Nach dem Zweiten Weltkrieg trug die Einwanderung aus Italien, Spanien und Portugal zunächst zum Wachstum der römisch-katholischen Bevölkerung bei. Spätere Migrationsbewegungen brachten orthodoxe Christen, Muslime, Hindus, Buddhisten und Angehörige weiterer Religionen in die Schweiz.
Seit den 1970er-Jahren nahm zugleich der Anteil der konfessionslosen Bevölkerung stark zu. Kirchenaustritte, gesellschaftliche Individualisierung und eine abnehmende religiöse Sozialisation veränderten die Stellung der Landeskirchen.
Religionszugehörigkeit
Das Bundesamt für Statistik erfasst die Religionszugehörigkeit im Rahmen der Strukturerhebung. Die Angaben beziehen sich auf die ständige Wohnbevölkerung ab 15 Jahren und beruhen auf Stichprobenerhebungen. Die ausgewiesenen Anteile sind deshalb statistische Schätzwerte.[2]

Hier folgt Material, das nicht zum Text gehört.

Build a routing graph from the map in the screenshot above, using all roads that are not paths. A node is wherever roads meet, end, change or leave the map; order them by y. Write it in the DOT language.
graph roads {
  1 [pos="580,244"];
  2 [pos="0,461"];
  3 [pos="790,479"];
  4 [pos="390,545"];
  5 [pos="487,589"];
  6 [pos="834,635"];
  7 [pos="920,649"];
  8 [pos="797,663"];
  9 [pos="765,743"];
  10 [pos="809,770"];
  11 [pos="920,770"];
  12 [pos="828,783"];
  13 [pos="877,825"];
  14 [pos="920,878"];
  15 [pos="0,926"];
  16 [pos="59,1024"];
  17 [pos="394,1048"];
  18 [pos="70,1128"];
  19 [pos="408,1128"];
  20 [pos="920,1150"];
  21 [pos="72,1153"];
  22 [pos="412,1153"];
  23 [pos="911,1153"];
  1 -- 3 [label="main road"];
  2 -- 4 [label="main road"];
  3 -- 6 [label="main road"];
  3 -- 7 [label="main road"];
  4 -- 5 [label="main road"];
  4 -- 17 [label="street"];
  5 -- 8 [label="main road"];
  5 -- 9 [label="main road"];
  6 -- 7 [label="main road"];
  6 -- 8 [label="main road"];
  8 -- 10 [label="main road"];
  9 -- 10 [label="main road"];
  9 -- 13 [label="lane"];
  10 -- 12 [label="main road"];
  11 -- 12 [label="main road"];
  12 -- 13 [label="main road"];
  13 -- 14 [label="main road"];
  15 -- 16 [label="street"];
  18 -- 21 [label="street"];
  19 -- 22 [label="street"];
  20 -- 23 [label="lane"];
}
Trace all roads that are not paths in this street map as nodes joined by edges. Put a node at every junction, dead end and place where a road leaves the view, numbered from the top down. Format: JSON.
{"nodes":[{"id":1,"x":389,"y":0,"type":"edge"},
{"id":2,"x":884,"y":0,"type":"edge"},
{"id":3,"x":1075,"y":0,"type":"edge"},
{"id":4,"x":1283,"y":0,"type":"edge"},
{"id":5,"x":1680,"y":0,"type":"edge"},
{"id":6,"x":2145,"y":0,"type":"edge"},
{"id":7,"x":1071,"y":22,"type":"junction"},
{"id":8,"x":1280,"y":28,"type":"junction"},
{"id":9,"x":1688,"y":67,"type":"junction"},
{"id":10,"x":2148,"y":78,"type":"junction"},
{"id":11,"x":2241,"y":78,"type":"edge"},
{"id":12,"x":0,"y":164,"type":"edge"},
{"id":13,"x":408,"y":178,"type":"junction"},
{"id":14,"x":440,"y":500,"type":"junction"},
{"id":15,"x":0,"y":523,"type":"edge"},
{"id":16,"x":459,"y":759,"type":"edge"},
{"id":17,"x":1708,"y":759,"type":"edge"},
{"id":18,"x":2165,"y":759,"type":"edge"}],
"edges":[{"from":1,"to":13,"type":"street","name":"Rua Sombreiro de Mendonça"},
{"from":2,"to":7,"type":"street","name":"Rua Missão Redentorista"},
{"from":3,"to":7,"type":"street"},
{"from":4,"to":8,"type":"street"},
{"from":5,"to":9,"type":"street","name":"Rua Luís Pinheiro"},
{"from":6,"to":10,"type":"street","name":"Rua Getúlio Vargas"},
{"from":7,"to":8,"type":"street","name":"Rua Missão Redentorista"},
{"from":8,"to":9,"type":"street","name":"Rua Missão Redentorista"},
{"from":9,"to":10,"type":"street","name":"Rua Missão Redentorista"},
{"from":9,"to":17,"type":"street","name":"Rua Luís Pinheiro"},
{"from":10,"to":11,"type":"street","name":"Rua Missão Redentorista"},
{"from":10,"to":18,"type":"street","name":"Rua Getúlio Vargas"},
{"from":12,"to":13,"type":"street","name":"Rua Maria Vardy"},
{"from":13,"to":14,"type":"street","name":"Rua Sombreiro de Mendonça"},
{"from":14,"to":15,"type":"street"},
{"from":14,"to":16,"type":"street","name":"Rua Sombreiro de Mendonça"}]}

Für 2022 ergab sich folgende Verteilung:
| Religionszugehörigkeit | Anteil |
|---|---|
| Ohne Religionszugehörigkeit | 33,5 % |
| Römisch-katholisch | 32,1 % |
| Evangelisch-reformiert | 20,5 % |
| Andere christliche Gemeinschaften | 5,6 % |
| Islamische Gemeinschaften | 5,9 % |
| Jüdische Gemeinschaften | 0,2 % |
| Andere Religionen | 1,1 % |
| Keine Angabe | 1,1 % |
Die Werte sind gerundet. Unter den anderen christlichen Gemeinschaften bilden orthodoxe Kirchen eine besonders bedeutende Gruppe. Zu den anderen Religionen gehören unter anderem hinduistische und buddhistische Gemeinschaften.
Die formelle Religionszugehörigkeit sagt nicht zwingend aus, wie stark eine Person glaubt oder eine Religion praktiziert. Innerhalb aller Gruppen bestehen erhebliche Unterschiede bei Gottesdienstbesuch, Gebet, religiöser Erziehung und persönlicher Spiritualität.
Regionale Unterschiede
Die Religionslandschaft unterscheidet sich stark zwischen den Kantonen und Sprachregionen.
Die Zentralschweiz, das Wallis, das Tessin, Freiburg und Teile der Ostschweiz waren historisch überwiegend katholisch. In mehreren dieser Regionen bildet die römisch-katholische Bevölkerung weiterhin eine grosse Gruppe.
Zürich, Bern, Basel, Schaffhausen, Waadt und Neuenburg waren seit der Reformation mehrheitlich protestantisch. Der Anteil der evangelisch-reformierten Bevölkerung ist dort jedoch stark zurückgegangen.
In grossen Städten und Agglomerationen ist der Anteil konfessionsloser Menschen besonders hoch. Gleichzeitig weisen urbane Gebiete aufgrund der Migration eine grosse Vielfalt religiöser Gemeinschaften auf.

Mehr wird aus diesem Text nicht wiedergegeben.